AIM OF THE EXERCISE: Show all lines from the data that include the word "浜野四街道長沼線".

SUPPLIED DATA:
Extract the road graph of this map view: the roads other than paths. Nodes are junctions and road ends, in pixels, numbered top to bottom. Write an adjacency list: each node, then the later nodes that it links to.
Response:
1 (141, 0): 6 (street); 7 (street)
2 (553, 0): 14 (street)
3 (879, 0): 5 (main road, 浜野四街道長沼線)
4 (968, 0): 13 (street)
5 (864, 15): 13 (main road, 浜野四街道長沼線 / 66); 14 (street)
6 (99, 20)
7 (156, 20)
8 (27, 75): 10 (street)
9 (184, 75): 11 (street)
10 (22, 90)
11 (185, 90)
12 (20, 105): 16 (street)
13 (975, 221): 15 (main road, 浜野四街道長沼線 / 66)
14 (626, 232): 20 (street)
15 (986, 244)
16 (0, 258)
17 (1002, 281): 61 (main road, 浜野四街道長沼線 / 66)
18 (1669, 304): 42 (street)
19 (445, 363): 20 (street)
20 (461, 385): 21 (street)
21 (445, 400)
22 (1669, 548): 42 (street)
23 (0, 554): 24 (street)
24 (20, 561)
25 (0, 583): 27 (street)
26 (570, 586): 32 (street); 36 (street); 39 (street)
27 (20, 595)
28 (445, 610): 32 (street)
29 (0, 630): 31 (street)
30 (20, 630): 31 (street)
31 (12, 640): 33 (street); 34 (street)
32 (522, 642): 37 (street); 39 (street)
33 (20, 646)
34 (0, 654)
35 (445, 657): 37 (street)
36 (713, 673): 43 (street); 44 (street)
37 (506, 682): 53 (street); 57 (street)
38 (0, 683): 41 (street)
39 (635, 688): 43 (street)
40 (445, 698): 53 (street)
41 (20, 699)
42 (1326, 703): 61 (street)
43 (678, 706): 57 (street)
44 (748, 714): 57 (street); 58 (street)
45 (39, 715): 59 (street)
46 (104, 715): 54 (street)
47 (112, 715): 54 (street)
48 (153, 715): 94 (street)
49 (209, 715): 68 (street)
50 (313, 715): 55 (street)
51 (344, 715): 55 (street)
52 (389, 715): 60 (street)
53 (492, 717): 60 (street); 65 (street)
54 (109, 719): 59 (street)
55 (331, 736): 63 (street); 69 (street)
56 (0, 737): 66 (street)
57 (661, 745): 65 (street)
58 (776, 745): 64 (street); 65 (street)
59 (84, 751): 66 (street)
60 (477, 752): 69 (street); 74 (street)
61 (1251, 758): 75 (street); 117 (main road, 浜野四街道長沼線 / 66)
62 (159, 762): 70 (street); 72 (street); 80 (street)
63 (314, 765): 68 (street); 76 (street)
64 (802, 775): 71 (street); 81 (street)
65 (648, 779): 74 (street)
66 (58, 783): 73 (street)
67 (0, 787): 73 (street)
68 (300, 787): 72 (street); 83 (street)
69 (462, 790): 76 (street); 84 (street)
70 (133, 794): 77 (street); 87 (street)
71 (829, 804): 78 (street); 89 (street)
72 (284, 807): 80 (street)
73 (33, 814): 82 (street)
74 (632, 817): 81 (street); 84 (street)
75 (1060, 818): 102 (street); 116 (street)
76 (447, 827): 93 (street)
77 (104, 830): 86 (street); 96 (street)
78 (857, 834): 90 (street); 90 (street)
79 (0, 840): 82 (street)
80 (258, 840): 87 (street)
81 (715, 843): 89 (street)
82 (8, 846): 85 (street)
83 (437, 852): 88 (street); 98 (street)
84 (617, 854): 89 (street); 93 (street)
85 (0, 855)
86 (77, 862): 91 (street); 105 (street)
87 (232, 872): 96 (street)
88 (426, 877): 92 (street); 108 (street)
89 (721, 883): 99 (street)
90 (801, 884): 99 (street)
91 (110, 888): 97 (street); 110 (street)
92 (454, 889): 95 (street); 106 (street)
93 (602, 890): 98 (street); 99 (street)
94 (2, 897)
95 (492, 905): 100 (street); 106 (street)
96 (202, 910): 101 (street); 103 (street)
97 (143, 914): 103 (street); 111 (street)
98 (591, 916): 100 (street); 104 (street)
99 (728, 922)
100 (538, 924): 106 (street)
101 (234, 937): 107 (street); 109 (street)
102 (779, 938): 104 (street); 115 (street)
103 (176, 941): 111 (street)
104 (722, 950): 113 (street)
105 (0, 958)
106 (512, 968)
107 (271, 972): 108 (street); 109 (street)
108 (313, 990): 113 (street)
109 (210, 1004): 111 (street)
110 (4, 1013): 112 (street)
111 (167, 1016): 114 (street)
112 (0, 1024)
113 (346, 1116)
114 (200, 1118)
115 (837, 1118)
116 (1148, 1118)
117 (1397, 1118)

ANSWER TO THIS TASK:
3 (879, 0): 5 (main road, 浜野四街道長沼線)
5 (864, 15): 13 (main road, 浜野四街道長沼線 / 66); 14 (street)
13 (975, 221): 15 (main road, 浜野四街道長沼線 / 66)
17 (1002, 281): 61 (main road, 浜野四街道長沼線 / 66)
61 (1251, 758): 75 (street); 117 (main road, 浜野四街道長沼線 / 66)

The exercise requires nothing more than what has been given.